Movie review: 'Life of Pi'

By Gene Triplett | Published: November 21, 2012

Director Ang Lee spills an ocean of emotional depth and visual splendor across the big screen with “Life of Pi,” at the same time elevating the technological effect of 3-D from a mere in-your-face gimmick to a true and essential artistic component to the overall storytelling success of a serious cinematic work.

Pi (Suraj Sharma) faces off with a Bengal tiger in the confines of a lifeboat in the middle of the Pacific Ocean in "Life of Pi."
TWENTIETH CENTURY FOX PHOTO <strong></strong>
Pi (Suraj Sharma) faces off with a Bengal tiger in the confines of a lifeboat in the middle of the Pacific Ocean in "Life of Pi." TWENTIETH CENTURY FOX PHOTO

From a screenplay by David Magee (“Finding Neverland”), based on a much-loved best-selling novel by Yann Martell (“We Ate the Children Last”), Lee tells the story of Piscine Militor Patel, Pi for short (played as a boy by Ayush Tandon, as a grown man by Irrfan Khan, and in the heart of the movie as a 17-year-old boy by newcomer Suraj Sharma), who grows to a teenager in Pondicherry, India, in the 1970s.

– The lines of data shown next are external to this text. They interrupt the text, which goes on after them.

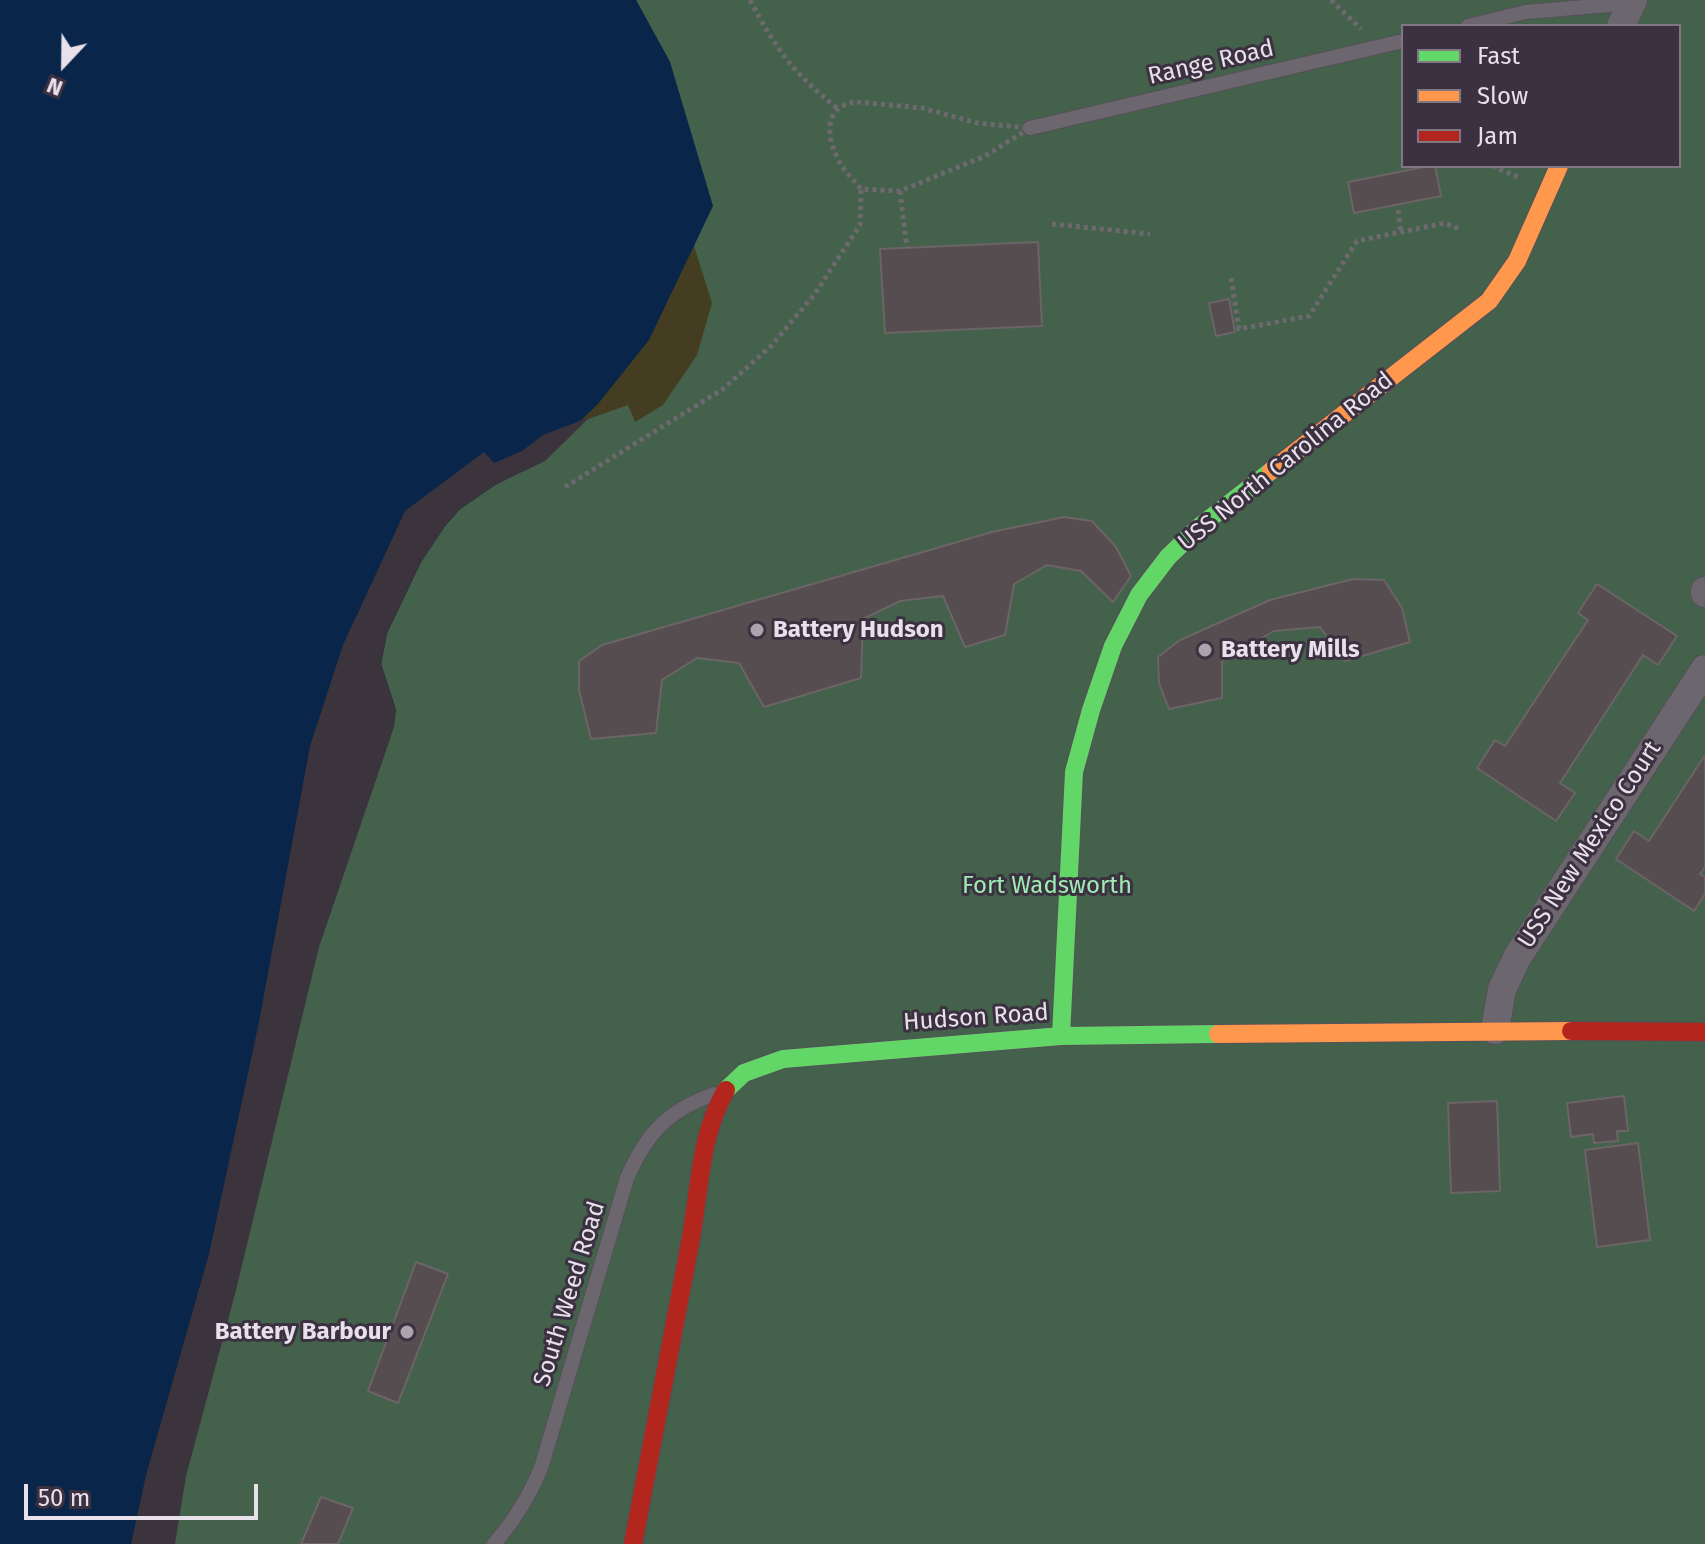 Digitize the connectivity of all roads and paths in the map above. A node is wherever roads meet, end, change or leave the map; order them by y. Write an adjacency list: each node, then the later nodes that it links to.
1 (750, 0): 7 (path)
2 (1331, 0): 6 (path)
3 (1629, 10): 4 (lane)
4 (1476, 24)
5 (1401, 41): 6 (lane, Range Road)
6 (1378, 47): 8 (lane, Range Road)
7 (837, 108): 8 (path); 10 (path)
8 (1030, 128): 11 (path)
9 (1558, 168): 23 (street, USS North Carolina Road)
10 (861, 189): 11 (path); 19 (path)
11 (900, 191): 17 (path)
12 (1398, 210): 15 (path)
13 (1052, 224): 16 (path)
14 (1462, 230): 15 (path)
15 (1401, 233): 18 (path)
16 (1150, 234)
17 (907, 248)
18 (1231, 278)
19 (565, 487)
20 (1705, 669): 21 (street, USS New Mexico Court)
21 (1495, 1030): 22 (street, Hudson Road); 23 (street, Hudson Road)
22 (1705, 1032)
23 (1061, 1036): 24 (street, Hudson Road)
24 (726, 1090): 25 (lane, South Weed Road); 26 (street)
25 (494, 1544)
26 (633, 1544)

The son of a zoo owner who is a stern father (Adil Hussain), Pi lives around all sorts of exotic creatures, including monkeys, hippos, zebras and a Bengal tiger by the name of Richard Parker. Pi forms his own ideas about God, faith and the nature of humans — and animals — early on in his life, insisting that evidence of a soul within an animal can be seen in its eyes. At one point as a small boy he even makes an attempt to befriend the tiger, but his father intercedes and teaches him about the savage instincts of carnivorous animals in a very brutal away. “The tiger is not your friend,” the father rails at his son. “Animals don't think like we do. People who forget that get themselves killed!”

Pi carries that lesson into his adolescence, when the changing political climate of his country forces his family to sell the zoo and board a Japanese cargo ship to Canada with all their worldly possessions and some of their animals. When the ship is sunk in a violent storm, Pi is cast adrift in a lifeboat with an extremely unwelcome companion — Richard Parker.